With 134 exhibitors, thirty-seven of them newcomers, and a Textura section bolstered by the arrival of the five top-notch specialists, this year’s vast Maastricht Fine Arts Fair, held from 9 to 17 March, provided the international art world with a welcome awakening from the commercial anaesthesia of its Gulf War winter. Twenty-five percent more visitors came to the opening, and business was brisk, particularly in the area of Dutch paintings and of nice, but not important silver and ceramics.
Franz Bausback from Mannheim fronted his stand with an intricate seventeenth-century Mogul mille-fleurs carpet from Northern India and Michael Franses of London’s The Textile Gallery gave Bolivian textiles their first ever airing in Maastricht. The object of much admiration on the stand of Galerie Kailash from Antwerp was an eighteenth-century Kenya kilim from Central Anatolia in wool warp and wool and cotton weft.

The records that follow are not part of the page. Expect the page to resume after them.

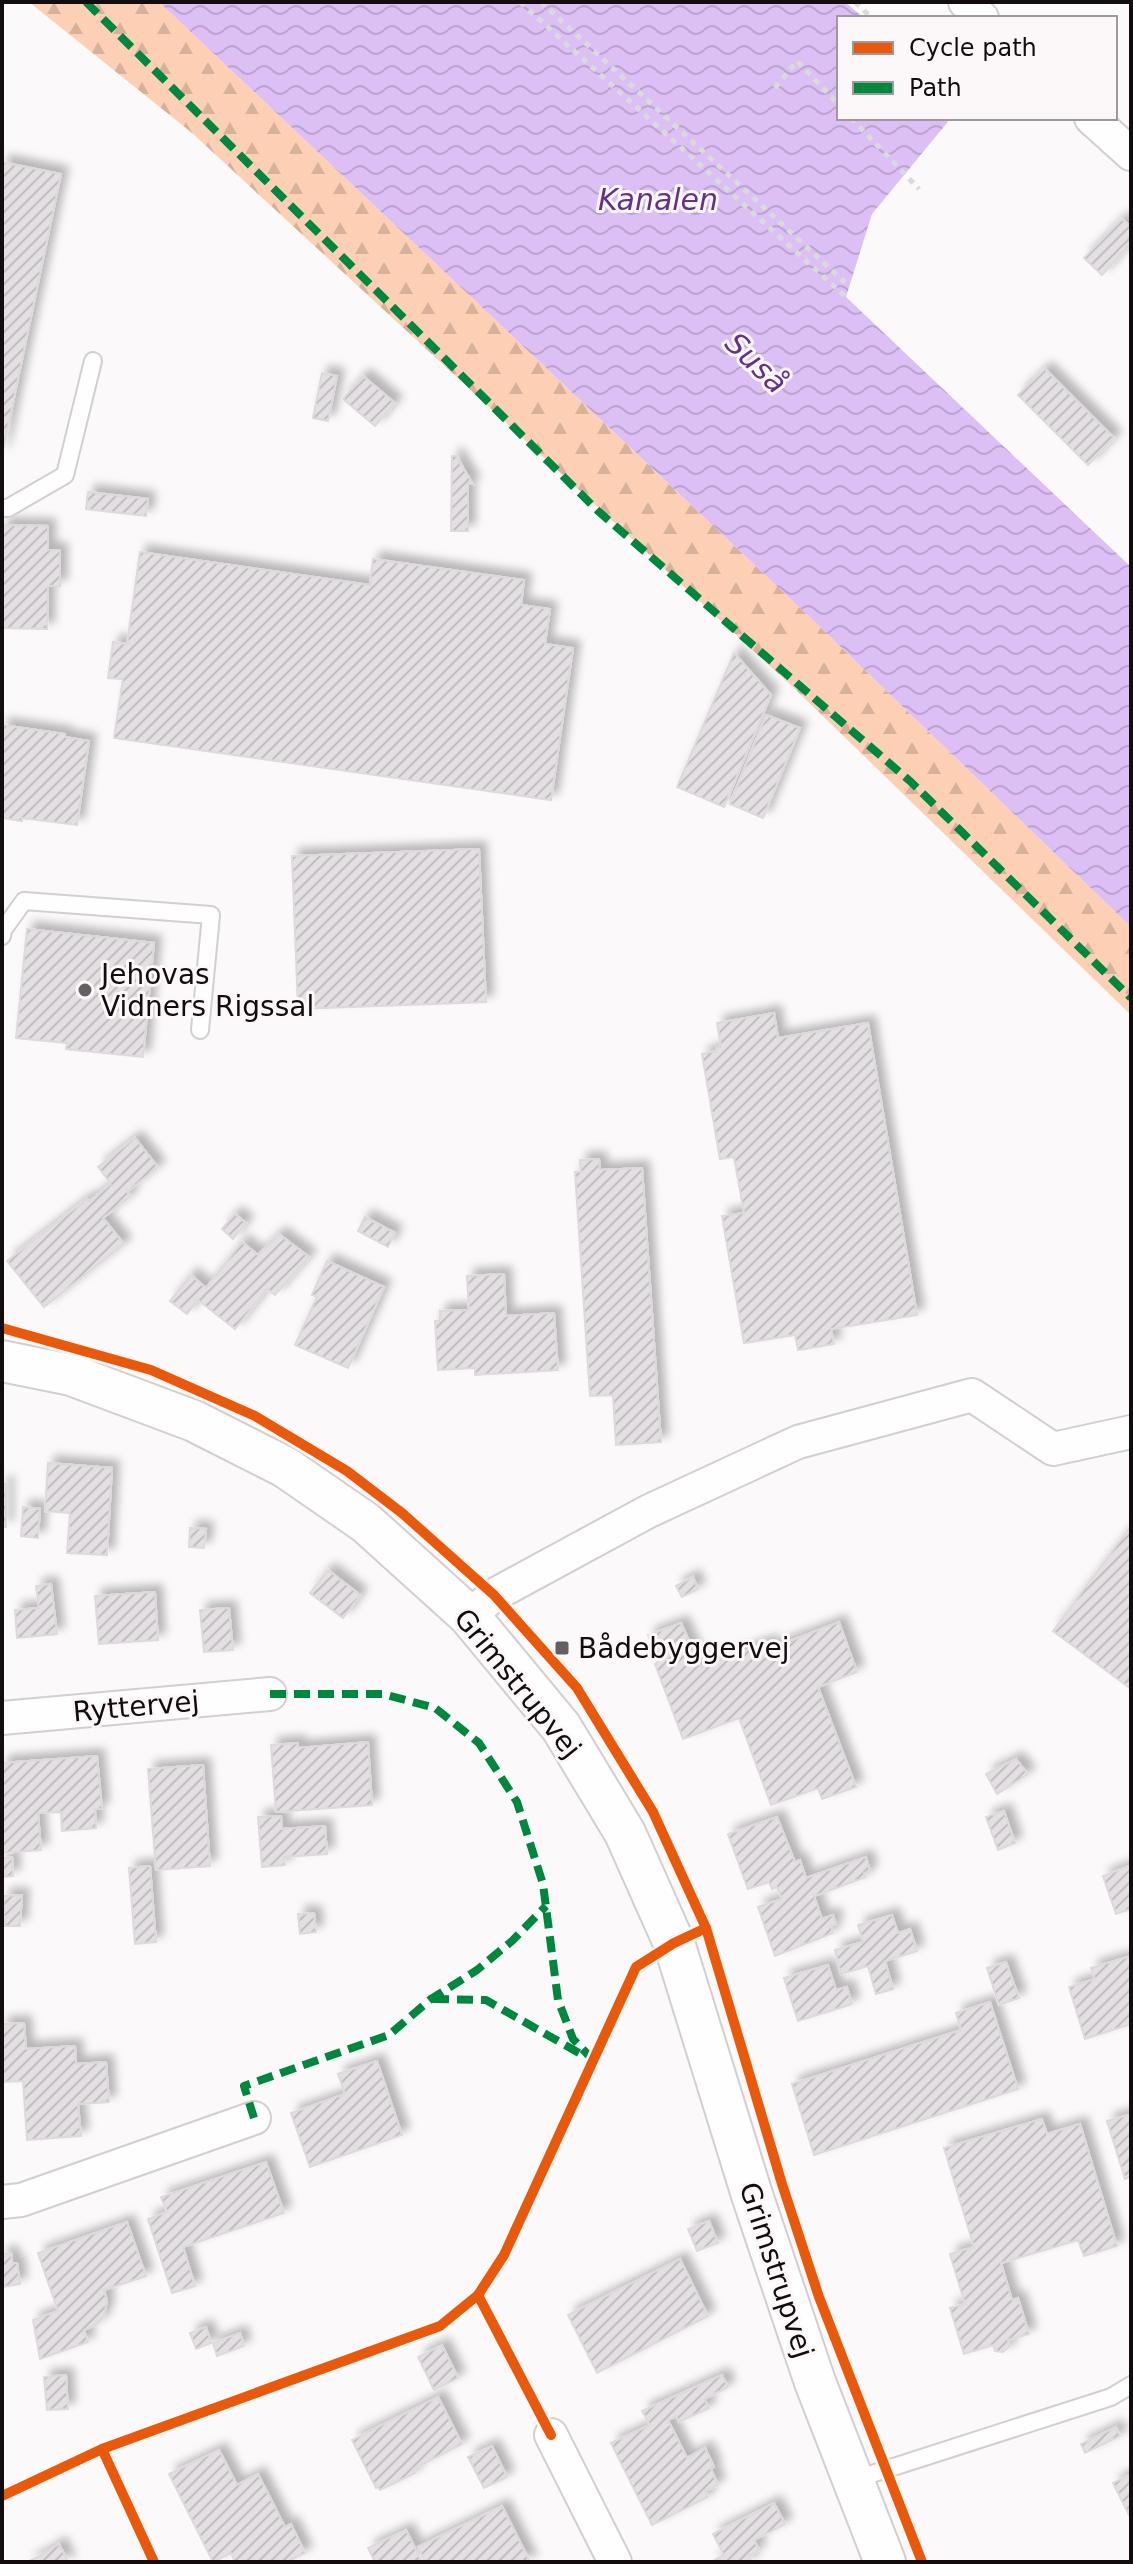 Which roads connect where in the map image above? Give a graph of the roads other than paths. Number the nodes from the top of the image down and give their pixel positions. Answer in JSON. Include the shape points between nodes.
{"nodes":[{"id":1,"x":965,"y":2,"type":"edge"},
{"id":2,"x":980,"y":16,"type":"edge"},
{"id":3,"x":1093,"y":120,"type":"edge"},
{"id":4,"x":1131,"y":154,"type":"edge"},
{"id":5,"x":93,"y":361,"type":"dead end"},
{"id":6,"x":2,"y":508,"type":"edge"},
{"id":7,"x":2,"y":936,"type":"edge"},
{"id":8,"x":200,"y":1030,"type":"dead end"},
{"id":9,"x":2,"y":1361,"type":"edge"},
{"id":10,"x":1131,"y":1432,"type":"edge"},
{"id":11,"x":469,"y":1616,"type":"junction"},
{"id":12,"x":270,"y":1694,"type":"dead end"},
{"id":13,"x":2,"y":1718,"type":"edge"},
{"id":14,"x":254,"y":2118,"type":"dead end"},
{"id":15,"x":2,"y":2202,"type":"edge"},
{"id":16,"x":1131,"y":2385,"type":"edge"},
{"id":17,"x":551,"y":2435,"type":"dead end"},
{"id":18,"x":853,"y":2480,"type":"junction"},
{"id":19,"x":615,"y":2562,"type":"edge"},
{"id":20,"x":885,"y":2562,"type":"edge"}],
"edges":[{"from":1,"to":2,"type":"street"},
{"from":3,"to":4,"type":"street"},
{"from":5,"to":6,"type":"lane","via":[[65,475]]},
{"from":7,"to":8,"type":"lane","via":[[24,901],[211,915]]},
{"from":9,"to":11,"type":"street","name":"Grimstrupvej","via":[[99,1385],[194,1421],[285,1467],[366,1523]]},
{"from":10,"to":11,"type":"street","via":[[1053,1449],[972,1395],[798,1442],[649,1511],[494,1595]]},
{"from":11,"to":18,"type":"street","name":"Grimstrupvej","via":[[561,1727],[625,1833],[674,1943],[757,2209]]},
{"from":12,"to":13,"type":"street","name":"Ryttervej"},
{"from":14,"to":15,"type":"street","via":[[21,2200]]},
{"from":16,"to":18,"type":"lane","via":[[1111,2397]]},
{"from":17,"to":19,"type":"street"},
{"from":18,"to":20,"type":"street","name":"Grimstrupvej"}]}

The quality of the modern and contemporary paintings section was worse than mediocre this year, and it sparked off debate among other participants as to whether it was really a boon having it in the Fair. The paintings, drawings and prints section, meanwhile, housed and abundance of older works, including many Flemish still lifes and village scenes at tempting middle range prices: Rafael Valls Ltd brought no fewer than 126 works, predominantly high quality Dutch and Flemish, from London.
Verner Amell from London, sharing a stand with New York’s Newhouse galleries, showed the best publicised painting of the fair, the rare and unusually large oil on copper landscape of 1610 by Jan Brueghel the Elder, sold by Sotheby’s in New York in June of last year.

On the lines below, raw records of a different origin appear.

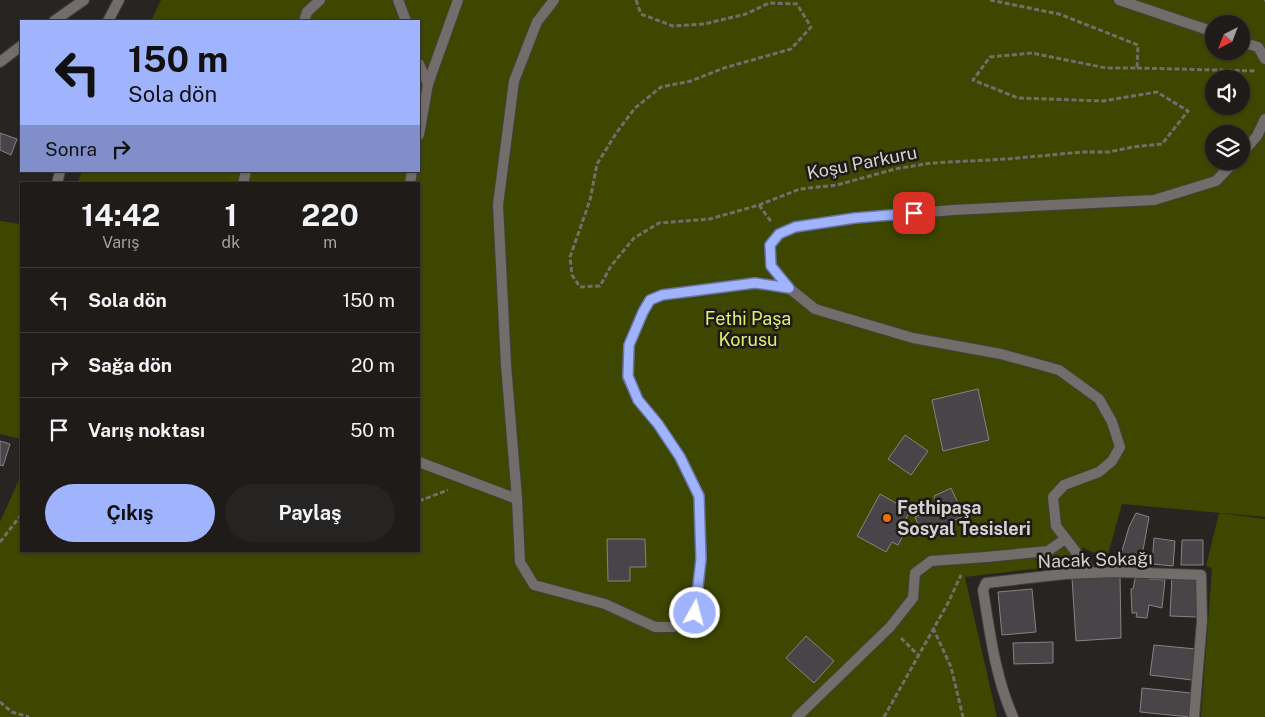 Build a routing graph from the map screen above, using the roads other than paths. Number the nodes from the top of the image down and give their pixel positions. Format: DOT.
graph roads {
  1 [pos="84,0"];
  2 [pos="119,0"];
  3 [pos="320,0"];
  4 [pos="398,0"];
  5 [pos="458,0"];
  6 [pos="554,0"];
  7 [pos="1119,0"];
  8 [pos="55,20"];
  9 [pos="109,20"];
  10 [pos="304,20"];
  11 [pos="406,20"];
  12 [pos="1205,29"];
  13 [pos="1250,45"];
  14 [pos="20,47"];
  15 [pos="1265,59"];
  16 [pos="0,62"];
  17 [pos="420,66"];
  18 [pos="428,84"];
  19 [pos="1265,119"];
  20 [pos="420,129"];
  21 [pos="1250,144"];
  22 [pos="1227,170"];
  23 [pos="789,288"];
  24 [pos="420,462"];
  25 [pos="517,498"];
  26 [pos="1065,539"];
  27 [pos="1092,573"];
  28 [pos="797,717"];
  29 [pos="1013,717"];
  30 [pos="1194,717"];
  1 -- 8 [label="street"];
  2 -- 9 [label="street"];
  3 -- 10 [label="street"];
  4 -- 11 [label="street"];
  5 -- 18 [label="street"];
  6 -- 25 [label="street"];
  7 -- 12 [label="street"];
  13 -- 15 [label="street"];
  14 -- 16 [label="street"];
  17 -- 18 [label="street"];
  18 -- 20 [label="street"];
  19 -- 21 [label="street"];
  22 -- 23 [label="street"];
  23 -- 25 [label="street"];
  23 -- 26 [label="street"];
  24 -- 25 [label="street"];
  26 -- 27 [label="street"];
  26 -- 28 [label="street"];
  27 -- 29 [label="street, Nacak Sokağı"];
  27 -- 30 [label="street, Nacak Sokağı"];
}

Alongside more decorative works by artists such as Joseph Vernet and Jean-François de Troy, Bruno Meissner of Zurich displayed an imposing and powerful canvas by Mathaus Stomer, “The pilgrim of Emmaus”.
Jean Max Tassel from Paris, a newcomer to Maastricht, brought along a selection of his sixteenth-to eighteenth-century Northern School, Italian and French works,and fronted his stand with a magnificent flower study by the seventeenth-century Spanish painter Juan de Arellano which he hopes will interest a museum.
Bob Haboldt of Paris and New York angled for a local German taste, and, he hoped, for a local German museum, with a small oil sketch of 1739 by Pittoni for the “Martyrdom of Saint Stephen” in the church in Diessen in Bavaria.
Galerie Neuse from Bremen tried a similar ploy to catch an expert, and possibly an acquisitive curator, with their magnificent alabaster low relief sculpture of Adam and Eve, dated about 1560, and the best such piece to have been seen on the market in thirty years. Directors Volker Wurster and Achim Neuse were not sure whether the sculpture was from Fontainebleu, Northern Italy or Flanders. But they were confident of its price tag: DM 2.8 million.
Another major work dominated the stand of Van Aalst Kunst und Antiek from Breda in Holland: a 2.73m high baroque mirror frame in fuitwood by the Venetian sculptor Andrea Brustolon. The Ca’ Rezzonico in Venice is thinking of buying it with a little financial help from the Italian Ministry of Culture.
London’s Mark Gallery and Linda Wrigglesworth presented their respective specialities of Russian icons and Chinese clothes and fabrics. Galerie Glass of Essen, meanwhile, devoted their stand entirely to a collection of handsome seventeenth- and eighteenth-century Dutch embossed leather panels, screens and wall hangings, at prices from DM28,000 to 90,000.
Visitors at Maastricht heard the ticking from a lot of clocks, too, on the stands of Martie Orijns from Breda, and Stender from Amsterdam. Mentink and Ropoet from Vught showed a sideboard size clock built in 1849 to the specificationof a priest, comprising no fewer than eighteen dials. They also boasted one of the first ever travelling clocks, a three-inch diameter German timepiece of 1530,and a very early and beautifully engraved bracket clock, also German, of 1560.
There was relatively little furniture at Maastricht—at least, in comparison to furniture-heavy fairs like the Paris Biennale. But Prinz and Moller from Noderstedt organised a stand comprising outstanding pieces of Biedermeier.
Spectacular medieval and Renaissance tapestries and art objects were presented by specialists Bernard Blondeel and Jan DIrven of Antwerp, while Patrick Reijgersberg from Haarlem showed medieval German stoneware, pewter, jewellery.
Nicolas and Alexis Kugel from Paris gave pride of place on their stand of continental silver to eighteenth-century boxes from all over Europe. Axel Vervoordt, who works from home, which is a moated castle outside Antwerp, hung his stand with early eighteenth-century Italian doors and floored it with Versailles parquet.